↓

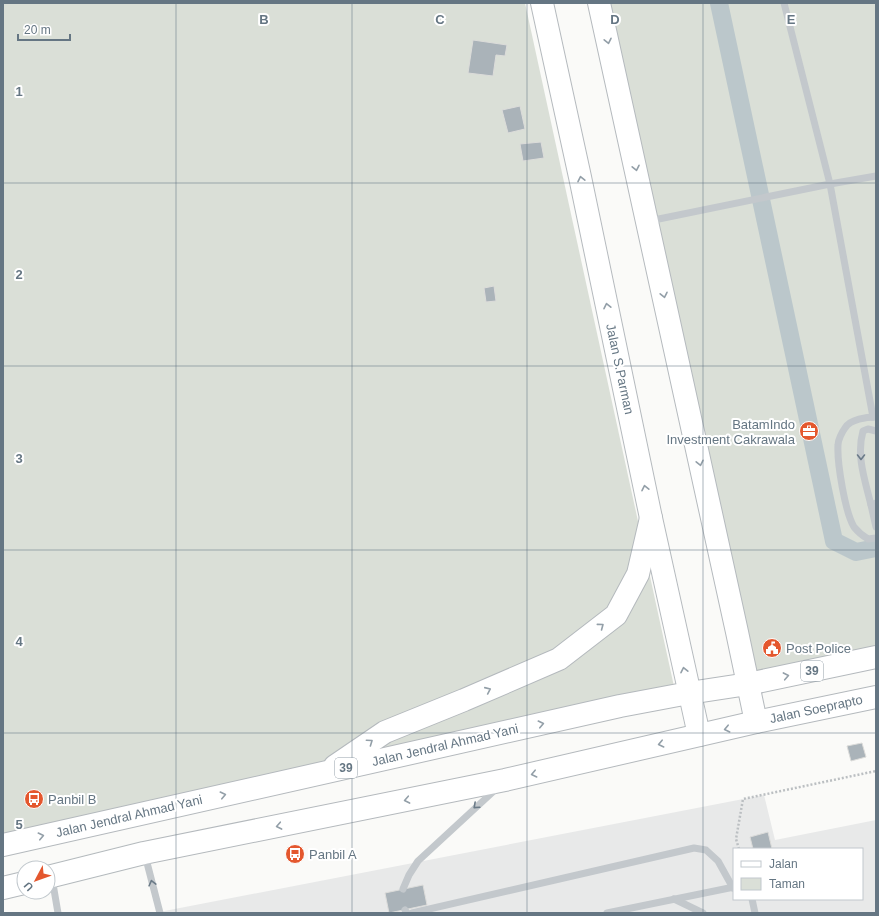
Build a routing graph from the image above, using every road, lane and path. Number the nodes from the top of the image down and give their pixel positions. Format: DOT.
graph roads {
  1 [pos="542,3"];
  2 [pos="599,3"];
  3 [pos="784,3"];
  4 [pos="876,176"];
  5 [pos="830,184"];
  6 [pos="647,221"];
  7 [pos="874,417"];
  8 [pos="876,431"];
  9 [pos="874,504"];
  10 [pos="651,518"];
  11 [pos="876,526"];
  12 [pos="876,538"];
  13 [pos="876,657"];
  14 [pos="748,684"];
  15 [pos="689,692"];
  16 [pos="876,697"];
  17 [pos="756,722"];
  18 [pos="699,735"];
  19 [pos="876,771"];
  20 [pos="326,772"];
  21 [pos="505,780"];
  22 [pos="3,845"];
  23 [pos="739,848"];
  24 [pos="144,853"];
  25 [pos="56,875"];
  26 [pos="16,884"];
  27 [pos="733,887"];
  28 [pos="3,888"];
  29 [pos="403,889"];
  30 [pos="674,899"];
  31 [pos="55,900"];
  32 [pos="752,900"];
  33 [pos="408,912"];
  34 [pos="58,913"];
  35 [pos="160,913"];
  36 [pos="607,913"];
  37 [pos="703,913"];
  38 [pos="755,913"];
  10 -- 1 [label="main road, Jalan S.Parman, one-way"];
  2 -- 6 [label="main road, one-way"];
  3 -- 5 [label="lane"];
  4 -- 5 [label="lane"];
  5 -- 6 [label="lane"];
  5 -- 7 [label="lane"];
  6 -- 14 [label="main road, one-way"];
  7 -- 12 [label="lane"];
  8 -- 9 [label="lane, one-way"];
  9 -- 11 [label="lane"];
  15 -- 10 [label="main road, Jalan S.Parman, one-way"];
  20 -- 10 [label="main road, one-way"];
  14 -- 13 [label="main road, 39, one-way"];
  14 -- 15 [label="main road, Jalan Jendral Ahmad Yani / 39"];
  14 -- 17 [label="main road"];
  15 -- 18 [label="main road, Jalan S.Parman"];
  20 -- 15 [label="main road, Jalan Jendral Ahmad Yani / 39, one-way"];
  16 -- 17 [label="main road, Jalan Soeprapto"];
  17 -- 18 [label="main road, one-way"];
  18 -- 21 [label="main road, one-way"];
  19 -- 23 [label="path"];
  22 -- 20 [label="main road, Jalan Jendral Ahmad Yani / 39, one-way"];
  21 -- 24 [label="main road, one-way"];
  21 -- 29 [label="lane, one-way"];
  24 -- 25 [label="main road"];
  35 -- 24 [label="lane, one-way"];
  26 -- 28 [label="main road"];
  27 -- 30 [label="lane"];
  27 -- 33 [label="lane"];
  30 -- 36 [label="lane"];
  30 -- 37 [label="lane"];
  31 -- 34 [label="lane"];
  32 -- 38 [label="lane"];
}
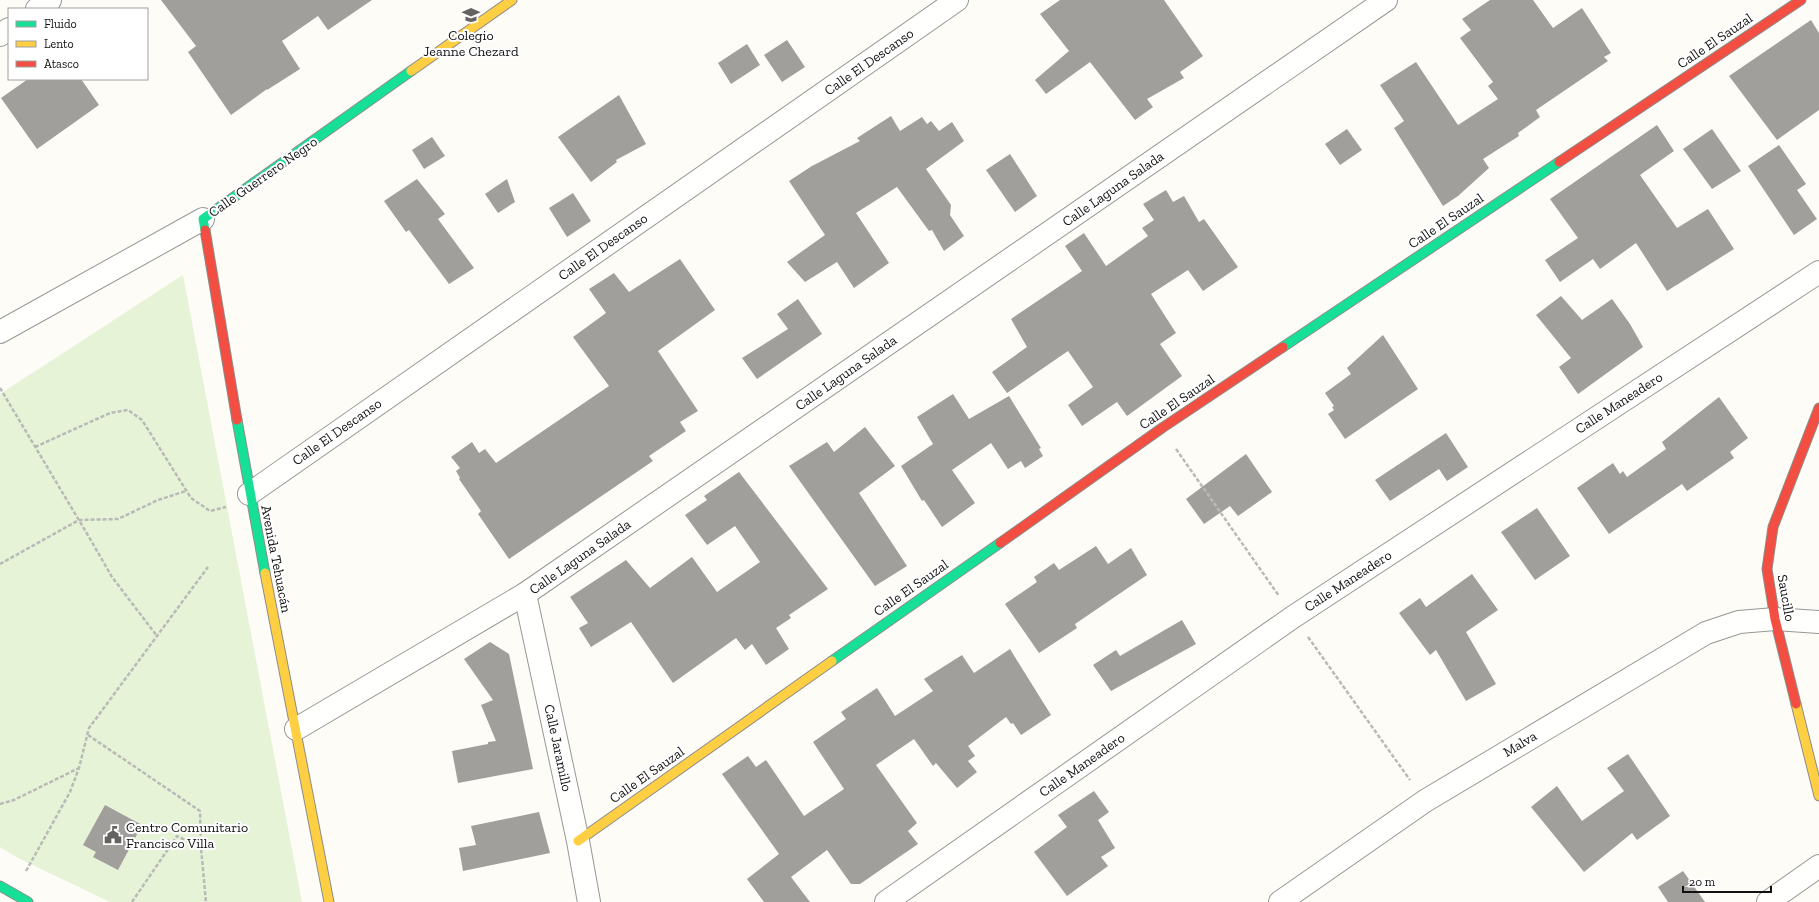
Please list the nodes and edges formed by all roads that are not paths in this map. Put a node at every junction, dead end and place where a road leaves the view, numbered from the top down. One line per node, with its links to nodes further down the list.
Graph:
1 (50, 0): 6 (street)
2 (512, 0): 7 (street, Calle Guerrero Negro)
3 (957, 0): 11 (street, Calle El Descanso)
4 (1386, 0): 12 (street, Calle Laguna Salada)
5 (1801, 0): 17 (street, Calle El Sauzal)
6 (38, 8)
7 (202, 219): 9 (street, Calle Guerrero Negro); 11 (street, Avenida Tehuacán)
8 (1819, 272): 21 (street, Calle Maneadero)
9 (0, 332)
10 (1819, 408): 13 (street, Saucillo)
11 (249, 494): 15 (street, Avenida Tehuacán)
12 (525, 594): 15 (street, Calle Laguna Salada); 17 (street, Calle Jaramillo)
13 (1775, 619): 14 (street, Malva); 16 (street, Saucillo); 22 (street, Malva)
14 (1819, 622)
15 (296, 729): 19 (street, Avenida Tehuacán)
16 (1819, 796)
17 (578, 841): 20 (street, Calle Jaramillo)
18 (1819, 866): 23 (street)
19 (329, 902)
20 (589, 902)
21 (886, 902)
22 (1280, 902)
23 (1768, 902)

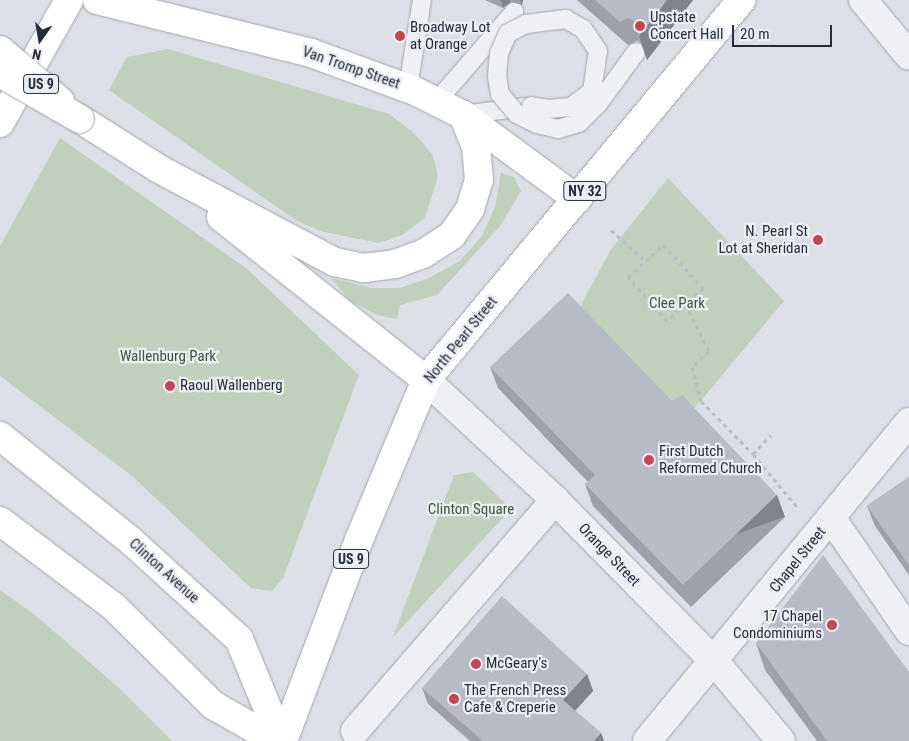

↑

## Assignment
The material above should be returned exactly, without pictures.

## Solution
Build a routing graph from the image above, using every road, lane and path. Number the nodes from the top of the image down and give their pixel positions. Format: DOT.
graph roads {
  1 [pos="542,3"];
  2 [pos="599,3"];
  3 [pos="784,3"];
  4 [pos="876,176"];
  5 [pos="830,184"];
  6 [pos="647,221"];
  7 [pos="874,417"];
  8 [pos="876,431"];
  9 [pos="874,504"];
  10 [pos="651,518"];
  11 [pos="876,526"];
  12 [pos="876,538"];
  13 [pos="876,657"];
  14 [pos="748,684"];
  15 [pos="689,692"];
  16 [pos="876,697"];
  17 [pos="756,722"];
  18 [pos="699,735"];
  19 [pos="876,771"];
  20 [pos="326,772"];
  21 [pos="505,780"];
  22 [pos="3,845"];
  23 [pos="739,848"];
  24 [pos="144,853"];
  25 [pos="56,875"];
  26 [pos="16,884"];
  27 [pos="733,887"];
  28 [pos="3,888"];
  29 [pos="403,889"];
  30 [pos="674,899"];
  31 [pos="55,900"];
  32 [pos="752,900"];
  33 [pos="408,912"];
  34 [pos="58,913"];
  35 [pos="160,913"];
  36 [pos="607,913"];
  37 [pos="703,913"];
  38 [pos="755,913"];
  10 -- 1 [label="main road, Jalan S.Parman, one-way"];
  2 -- 6 [label="main road, one-way"];
  3 -- 5 [label="lane"];
  4 -- 5 [label="lane"];
  5 -- 6 [label="lane"];
  5 -- 7 [label="lane"];
  6 -- 14 [label="main road, one-way"];
  7 -- 12 [label="lane"];
  8 -- 9 [label="lane, one-way"];
  9 -- 11 [label="lane"];
  15 -- 10 [label="main road, Jalan S.Parman, one-way"];
  20 -- 10 [label="main road, one-way"];
  14 -- 13 [label="main road, 39, one-way"];
  14 -- 15 [label="main road, Jalan Jendral Ahmad Yani / 39"];
  14 -- 17 [label="main road"];
  15 -- 18 [label="main road, Jalan S.Parman"];
  20 -- 15 [label="main road, Jalan Jendral Ahmad Yani / 39, one-way"];
  16 -- 17 [label="main road, Jalan Soeprapto"];
  17 -- 18 [label="main road, one-way"];
  18 -- 21 [label="main road, one-way"];
  19 -- 23 [label="path"];
  22 -- 20 [label="main road, Jalan Jendral Ahmad Yani / 39, one-way"];
  21 -- 24 [label="main road, one-way"];
  21 -- 29 [label="lane, one-way"];
  24 -- 25 [label="main road"];
  35 -- 24 [label="lane, one-way"];
  26 -- 28 [label="main road"];
  27 -- 30 [label="lane"];
  27 -- 33 [label="lane"];
  30 -- 36 [label="lane"];
  30 -- 37 [label="lane"];
  31 -- 34 [label="lane"];
  32 -- 38 [label="lane"];
}
Please list the nodes and edges formed by all roads that are not paths in this map. Put a node at every junction, dead end and place where a road leaves the view, numbered from the top down. One line per node, with its links to nodes further down the list.
Graph:
1 (50, 0): 6 (street)
2 (512, 0): 7 (street, Calle Guerrero Negro)
3 (957, 0): 11 (street, Calle El Descanso)
4 (1386, 0): 12 (street, Calle Laguna Salada)
5 (1801, 0): 17 (street, Calle El Sauzal)
6 (38, 8)
7 (202, 219): 9 (street, Calle Guerrero Negro); 11 (street, Avenida Tehuacán)
8 (1819, 272): 21 (street, Calle Maneadero)
9 (0, 332)
10 (1819, 408): 13 (street, Saucillo)
11 (249, 494): 15 (street, Avenida Tehuacán)
12 (525, 594): 15 (street, Calle Laguna Salada); 17 (street, Calle Jaramillo)
13 (1775, 619): 14 (street, Malva); 16 (street, Saucillo); 22 (street, Malva)
14 (1819, 622)
15 (296, 729): 19 (street, Avenida Tehuacán)
16 (1819, 796)
17 (578, 841): 20 (street, Calle Jaramillo)
18 (1819, 866): 23 (street)
19 (329, 902)
20 (589, 902)
21 (886, 902)
22 (1280, 902)
23 (1768, 902)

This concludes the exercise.